Each opposing pair of OFA ports is also operated at the same
injection rate in the balanced injection profile. This results in a
non-rotating combustion mass that travels inward toward the middle
of the boiler and upward toward the heat exchangers, as shown in
FIG. 1. The balanced fuel injection profile resulting in a
non-rotating combustion mass flow pattern has been used in
conventional fuel injection boiler for many decades.

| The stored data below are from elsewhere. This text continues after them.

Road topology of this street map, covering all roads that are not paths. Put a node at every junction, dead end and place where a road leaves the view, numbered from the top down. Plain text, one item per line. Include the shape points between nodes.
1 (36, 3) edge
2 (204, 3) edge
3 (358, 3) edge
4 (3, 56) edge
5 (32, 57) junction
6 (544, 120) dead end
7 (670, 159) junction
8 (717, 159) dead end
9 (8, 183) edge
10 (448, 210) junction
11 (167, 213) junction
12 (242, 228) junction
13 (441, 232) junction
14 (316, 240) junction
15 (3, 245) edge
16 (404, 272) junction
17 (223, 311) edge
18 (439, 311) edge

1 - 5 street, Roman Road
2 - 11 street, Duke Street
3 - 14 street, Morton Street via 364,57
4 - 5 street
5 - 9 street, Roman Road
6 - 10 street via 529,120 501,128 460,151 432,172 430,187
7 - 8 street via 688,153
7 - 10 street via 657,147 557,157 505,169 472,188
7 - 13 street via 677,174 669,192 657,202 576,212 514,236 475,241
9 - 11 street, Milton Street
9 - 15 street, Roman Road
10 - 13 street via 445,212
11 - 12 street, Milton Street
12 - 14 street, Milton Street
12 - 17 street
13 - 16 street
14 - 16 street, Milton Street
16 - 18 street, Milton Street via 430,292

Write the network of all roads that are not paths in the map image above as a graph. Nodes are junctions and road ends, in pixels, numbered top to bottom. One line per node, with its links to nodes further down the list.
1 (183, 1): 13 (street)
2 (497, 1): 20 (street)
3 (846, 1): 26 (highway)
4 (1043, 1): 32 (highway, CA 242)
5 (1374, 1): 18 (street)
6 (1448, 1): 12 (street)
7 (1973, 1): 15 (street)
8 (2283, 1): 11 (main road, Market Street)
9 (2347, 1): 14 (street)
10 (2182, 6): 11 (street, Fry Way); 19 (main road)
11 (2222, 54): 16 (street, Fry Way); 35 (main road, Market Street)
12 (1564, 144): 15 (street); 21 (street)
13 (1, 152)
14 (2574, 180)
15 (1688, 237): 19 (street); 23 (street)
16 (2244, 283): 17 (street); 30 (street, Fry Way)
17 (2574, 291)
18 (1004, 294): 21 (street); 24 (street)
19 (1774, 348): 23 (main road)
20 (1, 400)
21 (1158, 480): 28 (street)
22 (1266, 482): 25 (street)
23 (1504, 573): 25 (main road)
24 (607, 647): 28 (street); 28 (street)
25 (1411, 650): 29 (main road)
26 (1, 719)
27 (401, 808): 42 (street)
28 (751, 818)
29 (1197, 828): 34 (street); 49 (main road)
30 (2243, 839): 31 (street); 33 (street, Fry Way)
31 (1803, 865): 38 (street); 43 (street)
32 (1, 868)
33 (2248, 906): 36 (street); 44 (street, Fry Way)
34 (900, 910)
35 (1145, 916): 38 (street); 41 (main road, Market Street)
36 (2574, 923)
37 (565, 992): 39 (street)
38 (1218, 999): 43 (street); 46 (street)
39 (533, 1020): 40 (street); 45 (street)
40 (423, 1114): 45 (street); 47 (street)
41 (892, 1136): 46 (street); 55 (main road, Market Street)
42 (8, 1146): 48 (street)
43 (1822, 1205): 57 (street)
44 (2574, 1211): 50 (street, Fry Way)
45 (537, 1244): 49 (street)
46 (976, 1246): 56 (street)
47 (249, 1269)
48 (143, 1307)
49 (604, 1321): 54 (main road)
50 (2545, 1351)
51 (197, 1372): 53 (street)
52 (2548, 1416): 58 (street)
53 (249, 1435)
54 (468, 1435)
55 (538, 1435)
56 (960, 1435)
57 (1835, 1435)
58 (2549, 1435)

[0042] The heat exchanger section 14 at the top of the boiler 10
has multiple wing walls also known as division panels 24 that come
off the front walls. These act like flow straighteners that tend to
destroy any rotation in the flow gas. Due to a relatively short
distance from the OFA ports 22 ports to the bottom of the wing
walls in a typical fuel-injection boiler, there is insufficient
space to stack more than one or two levels of OFA ports between the
burners and the division panels. Therefore, it is not possible to
use the OFA ports alone to impart significant rotation to the
combustion mass, as described for certain chemical recovery boilers
in U.S. Pat. No. 7,185,594.
[0043] As shown in FIG. 2, the present invention accomplishes the
objective of rotating the combustion mass in a fuel-injection
boiler by positioning, directing, and/or adjusting the flow rates
of the burners 20 to impart the rotation to the combustion mass.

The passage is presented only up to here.